### WORK REQUEST
Which lines in the records below contain the word "Elektryczna"? Report each of them.

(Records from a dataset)
----------
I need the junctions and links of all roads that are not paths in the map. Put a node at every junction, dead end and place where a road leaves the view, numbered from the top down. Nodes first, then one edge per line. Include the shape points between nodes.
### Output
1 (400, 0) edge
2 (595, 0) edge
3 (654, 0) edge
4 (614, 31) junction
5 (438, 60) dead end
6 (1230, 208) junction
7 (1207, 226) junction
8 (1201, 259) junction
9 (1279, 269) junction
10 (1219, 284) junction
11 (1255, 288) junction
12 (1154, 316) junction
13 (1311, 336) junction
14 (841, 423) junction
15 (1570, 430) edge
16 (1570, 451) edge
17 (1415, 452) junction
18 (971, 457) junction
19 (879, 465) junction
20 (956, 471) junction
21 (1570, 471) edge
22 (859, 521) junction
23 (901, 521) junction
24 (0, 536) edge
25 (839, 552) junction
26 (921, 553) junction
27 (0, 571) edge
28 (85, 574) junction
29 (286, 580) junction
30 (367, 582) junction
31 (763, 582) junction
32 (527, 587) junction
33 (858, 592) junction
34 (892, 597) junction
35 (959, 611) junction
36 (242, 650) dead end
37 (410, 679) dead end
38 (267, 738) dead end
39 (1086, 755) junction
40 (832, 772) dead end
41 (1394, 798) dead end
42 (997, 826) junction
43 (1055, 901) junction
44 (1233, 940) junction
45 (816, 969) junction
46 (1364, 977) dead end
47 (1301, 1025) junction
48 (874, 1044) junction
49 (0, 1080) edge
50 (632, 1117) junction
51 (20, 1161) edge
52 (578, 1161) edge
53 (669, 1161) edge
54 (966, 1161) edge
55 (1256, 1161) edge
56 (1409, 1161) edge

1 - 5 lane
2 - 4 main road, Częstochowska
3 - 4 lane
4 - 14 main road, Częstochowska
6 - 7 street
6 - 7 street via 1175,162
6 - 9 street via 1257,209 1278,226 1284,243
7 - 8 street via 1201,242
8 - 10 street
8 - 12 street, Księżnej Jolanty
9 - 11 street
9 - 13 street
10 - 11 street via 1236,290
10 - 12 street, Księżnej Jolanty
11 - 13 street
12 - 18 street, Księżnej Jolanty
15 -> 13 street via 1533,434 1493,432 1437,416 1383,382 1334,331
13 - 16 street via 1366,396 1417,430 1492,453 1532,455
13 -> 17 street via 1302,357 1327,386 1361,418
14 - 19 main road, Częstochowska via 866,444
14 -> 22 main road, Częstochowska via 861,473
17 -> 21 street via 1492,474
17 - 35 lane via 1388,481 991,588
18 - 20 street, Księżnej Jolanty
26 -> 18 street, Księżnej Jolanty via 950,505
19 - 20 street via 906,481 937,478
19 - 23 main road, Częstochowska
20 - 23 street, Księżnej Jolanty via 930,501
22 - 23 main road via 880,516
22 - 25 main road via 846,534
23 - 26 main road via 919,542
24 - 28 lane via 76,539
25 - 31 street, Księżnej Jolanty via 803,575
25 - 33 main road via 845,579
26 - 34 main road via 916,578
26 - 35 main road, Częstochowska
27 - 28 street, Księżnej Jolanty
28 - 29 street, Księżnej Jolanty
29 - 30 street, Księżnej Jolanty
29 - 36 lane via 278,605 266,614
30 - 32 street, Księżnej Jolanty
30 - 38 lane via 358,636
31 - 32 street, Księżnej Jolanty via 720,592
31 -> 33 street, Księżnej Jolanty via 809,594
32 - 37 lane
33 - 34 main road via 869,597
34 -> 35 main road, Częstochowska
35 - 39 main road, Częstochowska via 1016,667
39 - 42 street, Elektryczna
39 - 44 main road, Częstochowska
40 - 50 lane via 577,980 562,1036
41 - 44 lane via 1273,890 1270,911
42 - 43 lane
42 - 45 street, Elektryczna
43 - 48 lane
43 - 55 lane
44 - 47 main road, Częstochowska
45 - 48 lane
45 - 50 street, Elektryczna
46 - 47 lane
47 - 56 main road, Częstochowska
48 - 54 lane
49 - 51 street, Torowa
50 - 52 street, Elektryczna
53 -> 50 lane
----------
### SOLUTION TO THIS PROBLEM
39 - 42 street, Elektryczna
42 - 45 street, Elektryczna
45 - 50 street, Elektryczna
50 - 52 street, Elektryczna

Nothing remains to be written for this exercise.